-- WORK TO BE COMPLETED --
Quote the material below exactly as written, from the first line to the line that holds "Trace all roads", endpoints included.

-- INFORMATION SUPPLIED --

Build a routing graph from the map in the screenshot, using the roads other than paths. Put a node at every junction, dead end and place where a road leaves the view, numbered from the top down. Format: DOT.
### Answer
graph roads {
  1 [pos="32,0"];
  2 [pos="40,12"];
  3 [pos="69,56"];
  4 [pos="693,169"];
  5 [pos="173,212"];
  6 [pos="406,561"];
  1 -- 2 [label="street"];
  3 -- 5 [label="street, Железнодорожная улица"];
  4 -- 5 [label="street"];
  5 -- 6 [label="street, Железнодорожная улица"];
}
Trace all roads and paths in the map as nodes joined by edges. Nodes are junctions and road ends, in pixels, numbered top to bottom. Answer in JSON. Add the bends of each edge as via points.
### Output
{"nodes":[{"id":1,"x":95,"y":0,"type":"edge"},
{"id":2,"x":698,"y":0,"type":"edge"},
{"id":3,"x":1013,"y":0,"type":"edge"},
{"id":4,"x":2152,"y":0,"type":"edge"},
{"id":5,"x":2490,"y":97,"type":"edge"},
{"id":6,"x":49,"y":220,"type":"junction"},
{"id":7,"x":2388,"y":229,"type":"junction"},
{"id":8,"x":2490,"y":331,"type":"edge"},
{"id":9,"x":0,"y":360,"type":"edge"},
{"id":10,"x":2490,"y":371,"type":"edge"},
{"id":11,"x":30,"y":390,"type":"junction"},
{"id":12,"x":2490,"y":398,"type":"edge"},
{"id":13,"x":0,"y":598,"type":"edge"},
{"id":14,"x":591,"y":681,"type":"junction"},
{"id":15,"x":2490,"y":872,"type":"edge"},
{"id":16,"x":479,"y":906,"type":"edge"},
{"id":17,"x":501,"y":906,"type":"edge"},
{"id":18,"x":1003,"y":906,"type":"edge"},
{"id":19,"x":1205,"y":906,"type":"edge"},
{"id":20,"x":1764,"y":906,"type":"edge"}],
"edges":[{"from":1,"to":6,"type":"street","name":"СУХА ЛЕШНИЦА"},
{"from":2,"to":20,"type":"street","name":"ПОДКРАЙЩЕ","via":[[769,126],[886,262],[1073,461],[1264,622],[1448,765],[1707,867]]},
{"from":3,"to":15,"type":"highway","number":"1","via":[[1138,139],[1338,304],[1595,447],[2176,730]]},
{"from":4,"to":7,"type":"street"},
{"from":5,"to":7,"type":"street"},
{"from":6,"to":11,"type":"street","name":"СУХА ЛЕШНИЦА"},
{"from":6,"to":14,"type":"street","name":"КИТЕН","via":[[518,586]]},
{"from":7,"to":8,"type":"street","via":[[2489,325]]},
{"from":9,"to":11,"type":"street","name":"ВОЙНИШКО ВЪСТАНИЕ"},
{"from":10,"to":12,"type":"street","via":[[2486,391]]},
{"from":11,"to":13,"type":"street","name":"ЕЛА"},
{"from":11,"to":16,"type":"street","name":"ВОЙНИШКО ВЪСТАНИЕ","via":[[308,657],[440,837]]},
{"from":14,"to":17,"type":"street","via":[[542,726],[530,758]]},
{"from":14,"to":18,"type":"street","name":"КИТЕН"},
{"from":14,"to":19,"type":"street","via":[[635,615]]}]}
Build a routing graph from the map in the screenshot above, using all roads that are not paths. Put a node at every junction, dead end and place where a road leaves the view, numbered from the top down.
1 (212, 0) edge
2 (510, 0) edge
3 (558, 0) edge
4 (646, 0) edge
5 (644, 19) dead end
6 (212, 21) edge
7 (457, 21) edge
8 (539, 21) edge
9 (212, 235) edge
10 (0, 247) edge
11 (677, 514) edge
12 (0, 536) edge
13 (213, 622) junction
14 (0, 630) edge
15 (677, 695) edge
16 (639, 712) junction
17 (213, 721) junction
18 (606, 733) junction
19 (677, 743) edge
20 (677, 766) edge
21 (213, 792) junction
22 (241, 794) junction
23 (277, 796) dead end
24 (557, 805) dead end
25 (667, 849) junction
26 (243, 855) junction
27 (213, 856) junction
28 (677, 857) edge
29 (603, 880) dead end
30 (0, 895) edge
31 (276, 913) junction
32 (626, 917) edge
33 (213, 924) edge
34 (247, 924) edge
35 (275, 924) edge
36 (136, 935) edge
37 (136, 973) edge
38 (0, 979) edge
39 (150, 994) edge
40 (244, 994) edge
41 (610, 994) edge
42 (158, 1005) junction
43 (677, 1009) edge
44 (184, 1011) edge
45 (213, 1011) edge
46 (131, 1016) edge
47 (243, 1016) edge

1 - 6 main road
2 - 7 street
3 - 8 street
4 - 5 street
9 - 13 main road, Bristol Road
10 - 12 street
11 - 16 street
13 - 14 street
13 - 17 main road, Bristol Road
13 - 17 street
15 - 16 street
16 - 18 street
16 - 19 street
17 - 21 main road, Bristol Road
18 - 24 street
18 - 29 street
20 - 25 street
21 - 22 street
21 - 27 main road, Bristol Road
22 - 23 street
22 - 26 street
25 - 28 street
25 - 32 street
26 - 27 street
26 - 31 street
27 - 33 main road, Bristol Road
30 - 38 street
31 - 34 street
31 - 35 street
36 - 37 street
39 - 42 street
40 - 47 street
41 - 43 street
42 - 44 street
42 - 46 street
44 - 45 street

-- SOLUTION TO THIS PROBLEM --
Build a routing graph from the map in the screenshot, using the roads other than paths. Put a node at every junction, dead end and place where a road leaves the view, numbered from the top down. Format: DOT.
### Answer
graph roads {
  1 [pos="32,0"];
  2 [pos="40,12"];
  3 [pos="69,56"];
  4 [pos="693,169"];
  5 [pos="173,212"];
  6 [pos="406,561"];
  1 -- 2 [label="street"];
  3 -- 5 [label="street, Железнодорожная улица"];
  4 -- 5 [label="street"];
  5 -- 6 [label="street, Железнодорожная улица"];
}
Trace all roads and paths in the map as nodes joined by edges. Nodes are junctions and road ends, in pixels, numbered top to bottom. Answer in JSON. Add the bends of each edge as via points.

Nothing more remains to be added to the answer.